Over the last 2 decades, the Indian pharmaceutical industry has witnessed 10 times growth owing to its strength in the global generics market. The domestic pharmaceutical market turnover in the country reached INR 1.4 lakh crores in 2019, up from INR 1.29 lakh crores in 2018, as per government data. It is the largest provider of generic medicines around the world, occupying a 20 per cent share in global supply by volume, and also supplies 62 per cent of global demand for vaccines.
While the COVID-19 pandemic handicapped economies and industries worldwide, the pharmaceutical industry in India witnessed an upsurge. The pharmaceutical industry also faced some setbacks as the manufacturing, supply chain, and import of active pharmaceutical ingredients (APIs) were affected, but the sector handled the challenges well and rebounded again with help from favourable policies from the government.
“The pandemic has pushed up sales of medicines and resulted in exponential growth for the pharmaceutical sector. The Indian pharma market (IPM) grew 6.1% during November led by continued traction in the chronic segment. The acute segment also grew on a low base of last year. COVID therapy drugs that contributed to the pharma market growth during the first half of the year continued to add to the rise. Non-COVID drugs sales grew 6.7% year-on-year during November, surpassing the 6.3% sales growth of COVID drugs. Also, all major therapies posted high double-digit growth in April 21. Within Chronic therapies, Cardiac therapy grew 22 per cent. Similarly Anti-diabetic therapy grew 10 per cent. VMS (vitamins, minerals and supplements) posted record growth of 80 per cent in April 21 vs 27 per cent in March 21. In the acute therapies, gastro, respiratory and pain & analgesics grew 13.1% YoY, 16.3% YoY and 17.3% YoY, respectively. Growth in volume terms, however, remained flat year-on-year during November. It was the 5.4% rise in prices and new product launches, driven by acute therapy products, that helped the IPM grow in the month.” said Mr. Nikkhil K Masurkar, Executive Director of ENTOD Pharmaceuticals.

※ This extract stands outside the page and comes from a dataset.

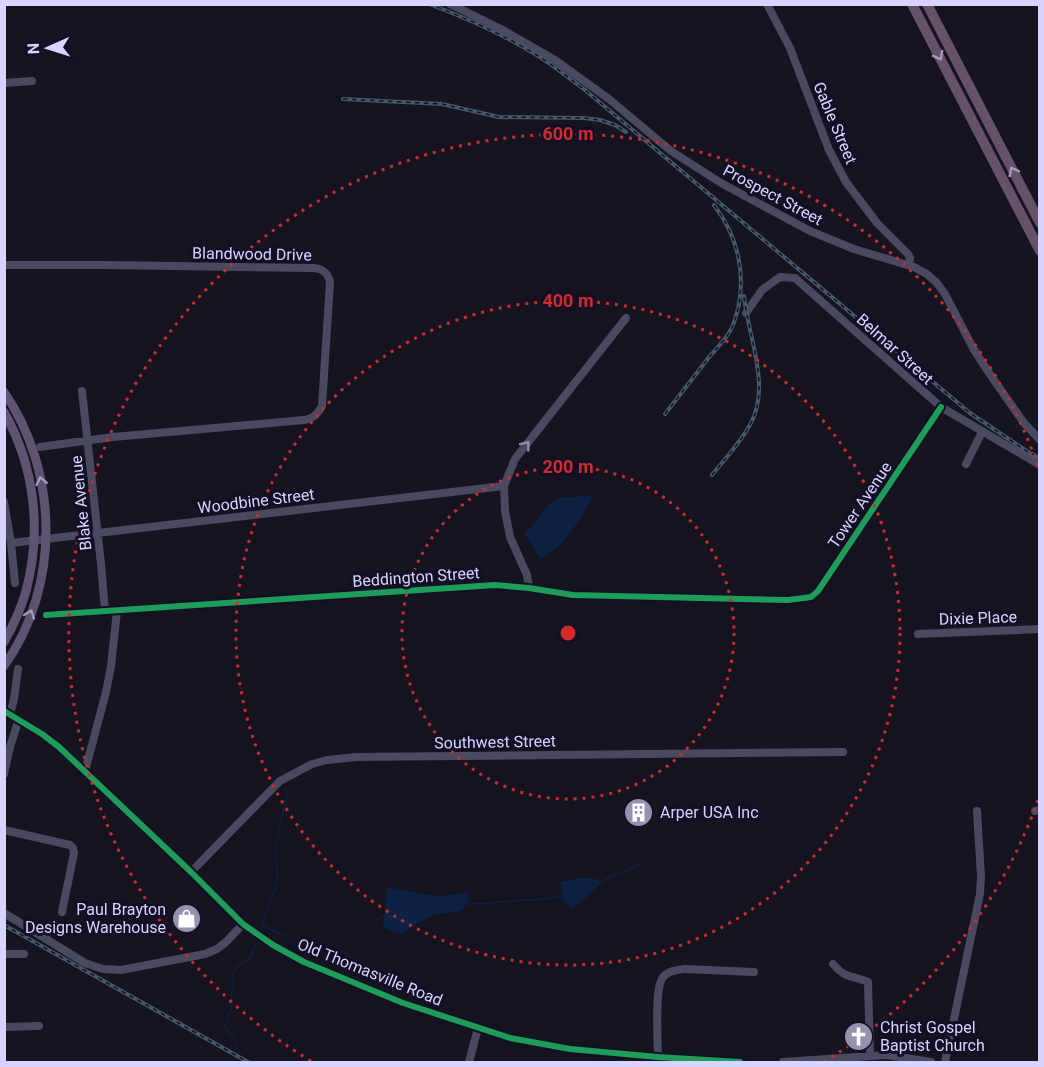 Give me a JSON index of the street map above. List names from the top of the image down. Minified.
{"streets":{"street":["Gable Street","Prospect Street","Blandwood Drive","Belmar Street","Woodbine Street","Blake Avenue","Tower Avenue","Beddington Street","Dixie Place","Southwest Street","Old Thomasville Road"]},"crossings":[["Gable Street","Prospect Street"],["Blandwood Drive","Blake Avenue"],["Belmar Street","Tower Avenue"],["Woodbine Street","Blake Avenue"],["Blake Avenue","Beddington Street"],["Tower Avenue","Beddington Street"],["Southwest Street","Old Thomasville Road"]],"places":{"building":["Arper USA Inc"],"shop":["Paul Brayton Designs Warehouse"],"church":["Christ Gospel Baptist Church"]},"north":"left","rings":["600 m","400 m","200 m"]}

Indian pharmaceutical exports reached US$20.7 billion in FY207 with year-on-year growth of 8.4%. It has grown at a CAGR of 6.2% between 2015 and 2020. This was largely driven by exports of generic drugs to more than 200 countries (including both developed and developing markets). India is the source of 60,000 generic brands across 60 therapeutic categories. The country accounts for 40% of the generics demand in the US and ~25% of all medicines in the UK. India also fulfils about 80% of global demand for antiretroviral drugs for Acquired Immune Deficiency Syndrome (AIDS), significantly contributing towards increasing accessibility of AIDS treatments. That said, due to its position as the global supplier of innovative medicines, it becomes imperative for India’s pharmaceutical industry to explore new possibilities to consolidate and strengthen its positioning and expand in the post-pandemic world.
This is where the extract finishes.